STEVE McCLAREN'S decision to ditch skipper David Beckham in such a brutal manner has won support inside the England dressing room.
A senior player said: "There has been talk for months among the players about how the next manager would deal with the Beckham situation.
"The players knew David was all-powerful. We all agreed dealing with Becks was the toughest call for the new boss. Steve McClaren seems to have listened to the players' concerns and decided this is what they want him to do."
The England World Cup star added: "Becks had too much influence on Sven Goran Eriksson. If he wanted to go out for dinner from the team hotel we went out. On one occasion we all thought we were going out and were then told we were staying in the team hotel.
"When we asked why the plan had changed it was because David wanted to stay in.
"If David wanted the time of training to change from morning to afternoon it would be changed. The rest of us never got the choice."
While Eriksson and his staff would make the final call, the players knew how the decision was reached.
"Sven relied on a hierarchy of players," added the England insider. "He would turn to the likes of Michael Owen, Gary Neville and latterly John Terry - but Becks was by far the most influential.
"Unfortunately, Sven hardly spoke to the rest of the players. We were just left to get on with our jobs. If Steve is getting rid of that exclusive inner circle it will be to everybody's benefit."
But the England star refused to castigate Beckham for his alliance with Eriksson. "You can't blame Becks for enjoying the privileges handed him by Sven. And as our captain he deserved respect.
"But you can resent the way Sven so openly indulged David, in particular, and one or two other players. That wasn't right."
While McClaren's appointment failed to inspire a nation tired of underachievement you couldn't accuse him of lacking courage as he dumped Beckham for Wednesday's friendly against Greece and then issued his mission statement, saying:
"We need to get the shackles off, rid ourselves of fear and start playing football for England.
"I'm different from Sven. I have to be my own man and if I'm not people will see straight through me. People will naturally ask how is it going to be different but I can assure you it is going to be different."

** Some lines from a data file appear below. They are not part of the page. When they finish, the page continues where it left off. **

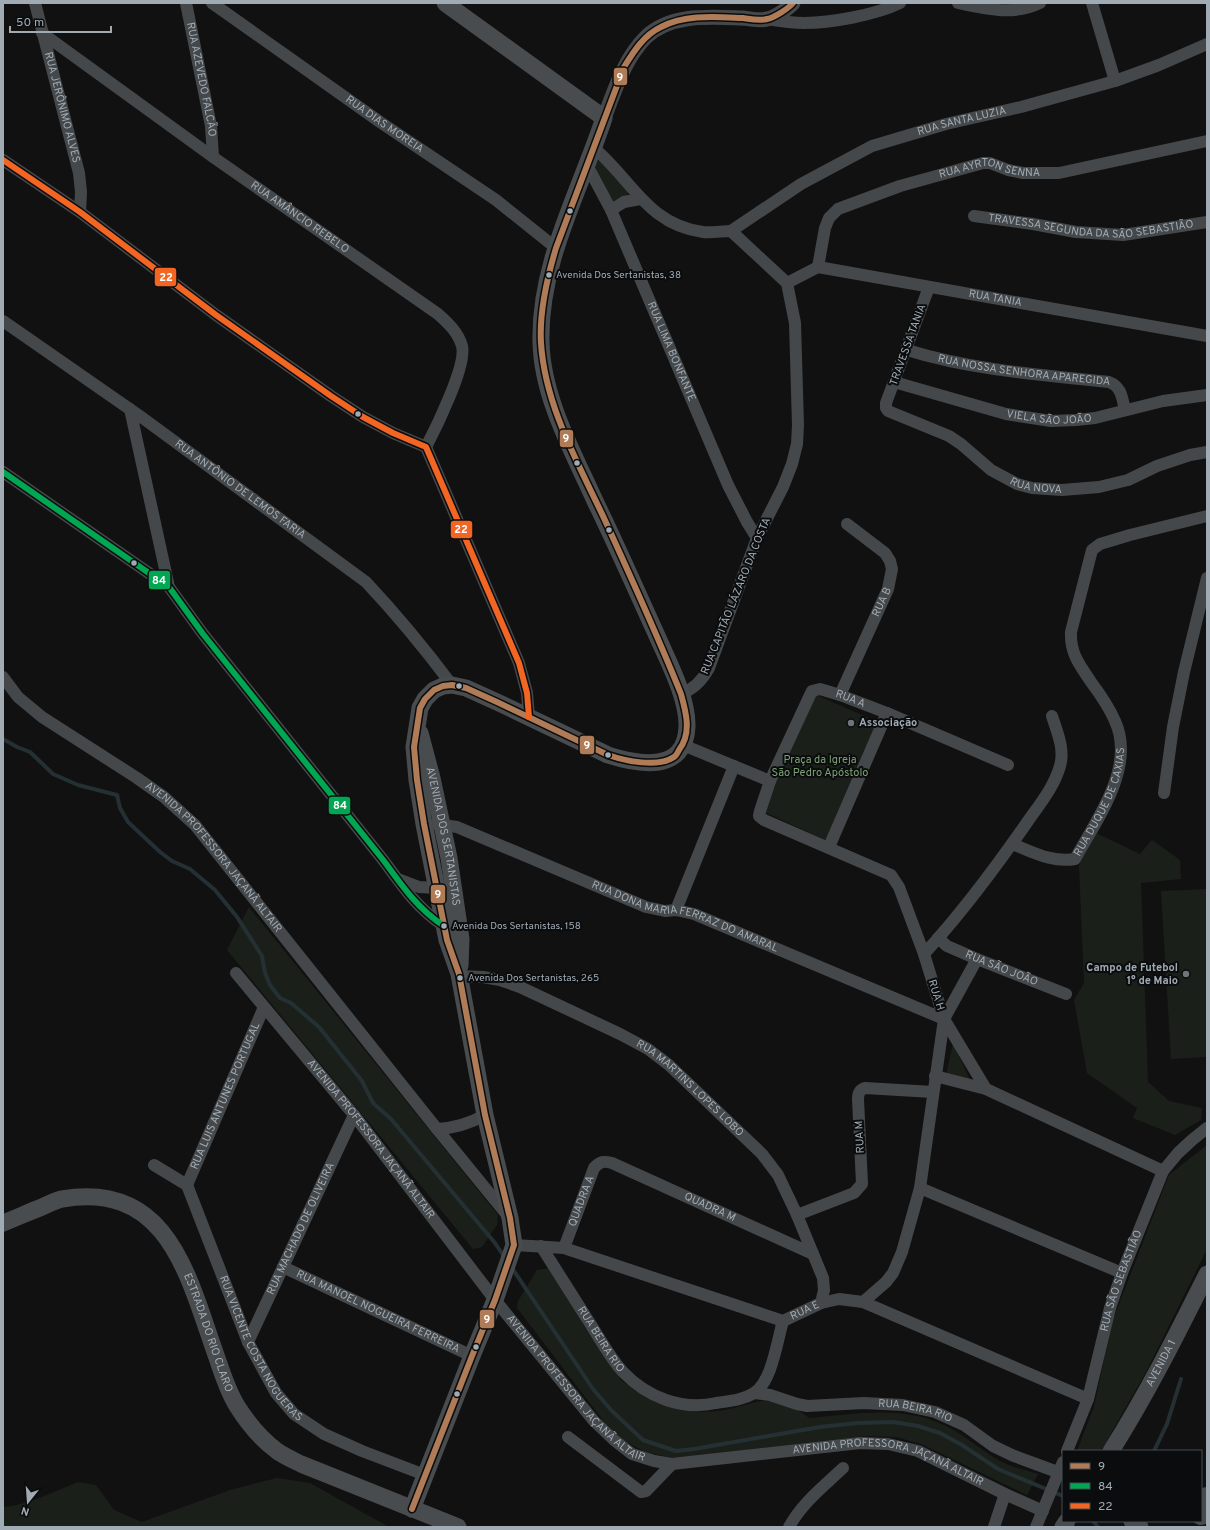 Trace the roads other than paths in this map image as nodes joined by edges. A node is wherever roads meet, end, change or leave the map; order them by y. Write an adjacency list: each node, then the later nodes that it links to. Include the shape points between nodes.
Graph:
1 (35, 3): 11 (street, RUA JERÔNIMO ALVES)
2 (186, 3): 17 (street, RUA AZEVEDO FALCÃO, via 211,126)
3 (212, 3): 26 (street, RUA DIAS MOREIA, via 380,122 496,200)
4 (445, 3): 14 (main road)
5 (793, 3): 10 (street)
6 (900, 3): 10 (street, via 873,14 820,22)
7 (958, 3): 8 (street, via 994,10 1032,7)
8 (1040, 3)
9 (1092, 3): 13 (street)
10 (767, 19): 14 (street, via 708,17 661,26 647,36 624,67)
11 (42, 33): 17 (street, RUA AMÂNCIO REBELO); 22 (street, RUA JERÔNIMO ALVES, via 79,173)
12 (1207, 44): 13 (street, RUA SANTA LUZIA)
13 (1115, 81): 25 (street, RUA SANTA LUZIA, via 923,130 872,146 801,184)
14 (604, 118): 16 (main road)
15 (1207, 141): 27 (street, RUA AYRTON SENNA, via 1059,173 1023,174 983,163 900,186 844,206 832,214 825,228)
16 (594, 148): 19 (main road); 20 (street)
17 (213, 157): 38 (street, RUA AMÂNCIO REBELO, via 438,314 450,325 458,336 462,358)
18 (3, 160): 22 (street)
19 (587, 165): 21 (street, RUA LIMA BONFANTE); 26 (main road)
20 (640, 200): 21 (street, via 624,202); 25 (street, via 670,222 690,229 705,232)
21 (611, 210): 43 (street, RUA LIMA BONFANTE, via 728,486)
22 (80, 212): 38 (street, via 210,311 331,396 363,417)
23 (974, 216): 24 (street, TRAVESSA SEGUNDA DA SÃO SEBASTIÃO, via 1076,232 1123,235)
24 (1207, 222)
25 (731, 231): 28 (street)
26 (556, 248): 48 (main road, via 547,278 542,311 541,342 545,375 569,445)
27 (818, 267): 28 (street); 29 (street, RUA TANIA)
28 (787, 283): 43 (street, RUA CAPITÃO LÁZARO DA COSTA, via 795,323 797,444 783,487)
29 (929, 287): 31 (street, RUA TANIA); 32 (street, TRAVESSA TANIA)
30 (3, 321): 36 (street, RUA ANTÔNIO DE LEMOS FARIA)
31 (1207, 336)
32 (906, 350): 33 (street, TRAVESSA TANIA); 37 (street, RUA NOSSA SENHORA APAREGIDA, via 969,365 1109,382 1120,390)
33 (894, 382): 35 (street, TRAVESSA TANIA); 37 (street, VIELA SÃO JOÃO, via 1031,419 1076,420)
34 (1207, 395): 37 (street, VIELA SÃO JOÃO, via 1163,401)
35 (886, 403): 39 (street, RUA NOVA, via 888,411 949,436 991,470 1017,484 1032,488 1062,490 1099,487 1128,480 1157,466 1190,455)
36 (130, 410): 45 (street); 47 (street, RUA ANTÔNIO DE LEMOS FARIA, via 366,582)
37 (1125, 410)
38 (426, 447): 52 (street, via 519,663 527,693)
39 (1207, 452)
40 (3, 472): 45 (street)
41 (1207, 516): 62 (street, RUA DUQUE DE CAXIAS, via 1122,537 1100,544 1092,550 1071,632 1071,642 1076,658 1115,722 1121,745 1117,777 1075,859 1053,860)
42 (847, 524): 49 (street, RUA B, via 885,553 892,569 888,588)
43 (758, 538): 48 (street, RUA CAPITÃO LÁZARO DA COSTA, via 709,668 697,685)
44 (1207, 578): 58 (street, via 1173,726)
45 (169, 587): 64 (street, via 203,634)
46 (3, 677): 82 (street, AVENIDA PROFESSORA JAÇANÃ ALTAIR, via 18,697 42,717 164,797 195,825)
47 (452, 685): 52 (main road, via 466,688); 53 (main road, AVENIDA DOS SERTANISTAS, via 434,690 425,699 420,708)
48 (681, 694): 54 (main road, via 686,710 687,727)
49 (840, 695): 50 (street, RUA A); 57 (street, RUA A, via 820,689 812,692)
50 (887, 713): 55 (street, RUA A); 63 (street)
51 (1052, 716): 62 (street, via 1061,745 1060,764 1054,783)
52 (529, 717): 54 (main road, via 608,755 624,760 661,762 674,757)
53 (418, 723): 60 (main road, AVENIDA DOS SERTANISTAS, via 414,747); 61 (main road, AVENIDA DOS SERTANISTAS)
54 (683, 745): 56 (street)
55 (1008, 765)
56 (734, 766): 57 (street); 66 (street)
57 (770, 781): 59 (street, RUA A)
58 (1164, 793)
59 (760, 810): 63 (street, RUA H, via 759,816 764,820)
60 (424, 824): 61 (street, RUA DONA MARIA FERRAZ DO AMARAL); 65 (main road, AVENIDA DOS SERTANISTAS)
61 (443, 824): 66 (street, RUA DONA MARIA FERRAZ DO AMARAL, via 457,827 646,907 665,911); 67 (main road, AVENIDA DOS SERTANISTAS)
62 (1012, 844): 68 (street)
63 (829, 848): 69 (street, RUA H, via 891,875 899,887)
64 (396, 878): 65 (street, via 419,887); 67 (street, via 420,908)
65 (438, 888): 67 (main road, via 446,895)
66 (676, 910): 75 (street, RUA DONA MARIA FERRAZ DO AMARAL, via 694,914)
67 (452, 924): 72 (main road, AVENIDA DOS SERTANISTAS, via 461,939)
68 (938, 938): 69 (street); 70 (street, RUA SÃO JOÃO, via 948,946)
69 (924, 954): 75 (street, RUA H)
70 (978, 959): 73 (street, RUA SÃO JOÃO); 75 (street)
71 (236, 973): 74 (street, AVENIDA PROFESSORA JAÇANÃ ALTAIR)
72 (459, 975): 80 (main road, AVENIDA DOS SERTANISTAS); 88 (street, RUA MARTINS LOPES LOBO, via 500,980 520,987 648,1049 669,1065 762,1154 778,1175)
73 (1066, 994)
74 (264, 1008): 79 (street, AVENIDA PROFESSORA JAÇANÃ ALTAIR); 86 (street, RUA LUIS ANTUNES PORTUGAL)
75 (944, 1018): 76 (street, RUA H); 77 (street)
76 (935, 1076): 77 (street); 78 (street, RUA H)
77 (986, 1089): 85 (street)
78 (933, 1092): 87 (street, RUA H); 88 (street, RUA M, via 862,1089 858,1099 862,1184 854,1193)
79 (354, 1115): 95 (street, RUA MACHADO DE OLIVEIRA); 98 (street, AVENIDA PROFESSORA JAÇANÃ ALTAIR)
80 (485, 1115): 82 (street, via 461,1126); 89 (main road, AVENIDA DOS SERTANISTAS)
81 (1207, 1128): 85 (street, RUA SÃO SEBASTIÃO, via 1178,1153)
82 (436, 1129): 89 (street, AVENIDA PROFESSORA JAÇANÃ ALTAIR)
83 (606, 1162): 92 (street, QUADRA A, via 601,1162 594,1168); 94 (street, QUADRA M)
84 (154, 1165): 86 (street)
85 (1163, 1171): 96 (street, RUA SÃO SEBASTIÃO)
86 (187, 1185): 102 (street, RUA VICENTE COSTA NOGUERAS)
87 (920, 1188): 96 (street); 99 (street, RUA H, via 893,1273)
88 (797, 1215): 94 (street, RUA MARTINS LOPES LOBO)
89 (510, 1218): 93 (main road, AVENIDA DOS SERTANISTAS)
90 (3, 1223): 116 (main road, ESTRADA DO RIO CLARO, via 60,1200 88,1197 116,1200 139,1210 156,1224 188,1275 225,1382 237,1405 257,1433 277,1451 301,1464)
91 (541, 1246): 92 (street, RUA E); 93 (street, RUA E); 104 (street, RUA BEIRA RIO, via 622,1372 637,1385 656,1396 684,1405 706,1406)
92 (564, 1248): 101 (street, RUA E)
93 (512, 1249): 98 (main road, AVENIDA DOS SERTANISTAS)
94 (813, 1254): 100 (street, RUA MARTINS LOPES LOBO, via 824,1284)
95 (283, 1267): 102 (street, RUA MACHADO DE OLIVEIRA); 103 (street, RUA MANOEL NOGUEIRA FERREIRA)
96 (1122, 1273): 105 (street, RUA SÃO SEBASTIÃO, via 1110,1308)
97 (1207, 1274): 108 (main road, AVENIDA 1, via 1160,1367)
98 (495, 1300): 103 (main road, AVENIDA DOS SERTANISTAS); 109 (street, AVENIDA PROFESSORA JAÇANÃ ALTAIR, via 594,1421 614,1440 632,1454)
99 (863, 1302): 100 (street, RUA E, via 839,1299); 105 (street, RUA E)
100 (821, 1303): 101 (street, RUA E)
101 (783, 1321): 104 (street, via 768,1376)
102 (248, 1342): 112 (street, RUA VICENTE COSTA NOGUERAS, via 276,1393 294,1414 324,1434 362,1452)
103 (472, 1356): 112 (main road, AVENIDA DOS SERTANISTAS)
104 (755, 1393): 111 (street, RUA BEIRA RIO, via 807,1406 895,1404 934,1412 964,1425 993,1446)
105 (1088, 1399): 107 (street, RUA SÃO SEBASTIÃO)
106 (568, 1437): 109 (street, via 641,1492 646,1491)
107 (1067, 1450)
108 (1112, 1450)
109 (672, 1464): 113 (street, AVENIDA PROFESSORA JAÇANÃ ALTAIR, via 860,1443 888,1444 918,1451)
110 (843, 1468): 119 (street, via 797,1513)
111 (1060, 1473): 115 (street)
112 (426, 1476): 116 (main road, AVENIDA DOS SERTANISTAS)
113 (1005, 1494): 115 (street, AVENIDA PROFESSORA JAÇANÃ ALTAIR); 120 (street)
114 (1207, 1497): 117 (highway)
115 (1045, 1506): 121 (street)
116 (412, 1510): 118 (main road, ESTRADA DO RIO CLARO)
117 (1202, 1512)
118 (458, 1527)
119 (789, 1527)
120 (994, 1527)
121 (1036, 1527)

McClaren denied that he consulted his employers about ending Beckham's reign. "I never discussed the exclusion of David with anyone at the FA - only a handful of people I trusted knew about the decision.
"I think you can say as regards the omission of Beckham I'm looking for pace and mobility. I like players who can beat players - and in this squad there are quite a few who can do that."
McClaren may have only been in the job five minutes but already he's recruited a shrink.
Sports psychologist Bill Beswick will be working with the new England boss in an attempt to unite the camp.
McClaren said: "I believe to succeed at this level you need to surround yourself with the best people.
"I wanted Terry Venables because of his immense knowledge and ability, someone whose opinion I would value. I'm a great advocate of the technology side of things and Steve Round is exceptional at that. He has the potential to be one of the best young coaches in the country.
"At the top level in any sport the mental condition of players is very important. I've been working with Bill Beswick for 10 years. When I went into management at Middlesbrough he didn't just help the players, he also helped me.
"I wouldn't have brought him on board unless I felt he could benefit the squad, the team, the staff and the players and that is why I've done it."
McClaren concluded: "It's important to get this squad as one - and as captain John Terry is going to play a very important part in that.
"I remember during the World Cup we introduced speeches before games then all of a sudden JT came in and it was effing this and effing that.
"One day as we went out Sven said, 'You wouldn't get John Terry in a church, would you?' I said no, not really. But we carried it on - and I intend to do the same."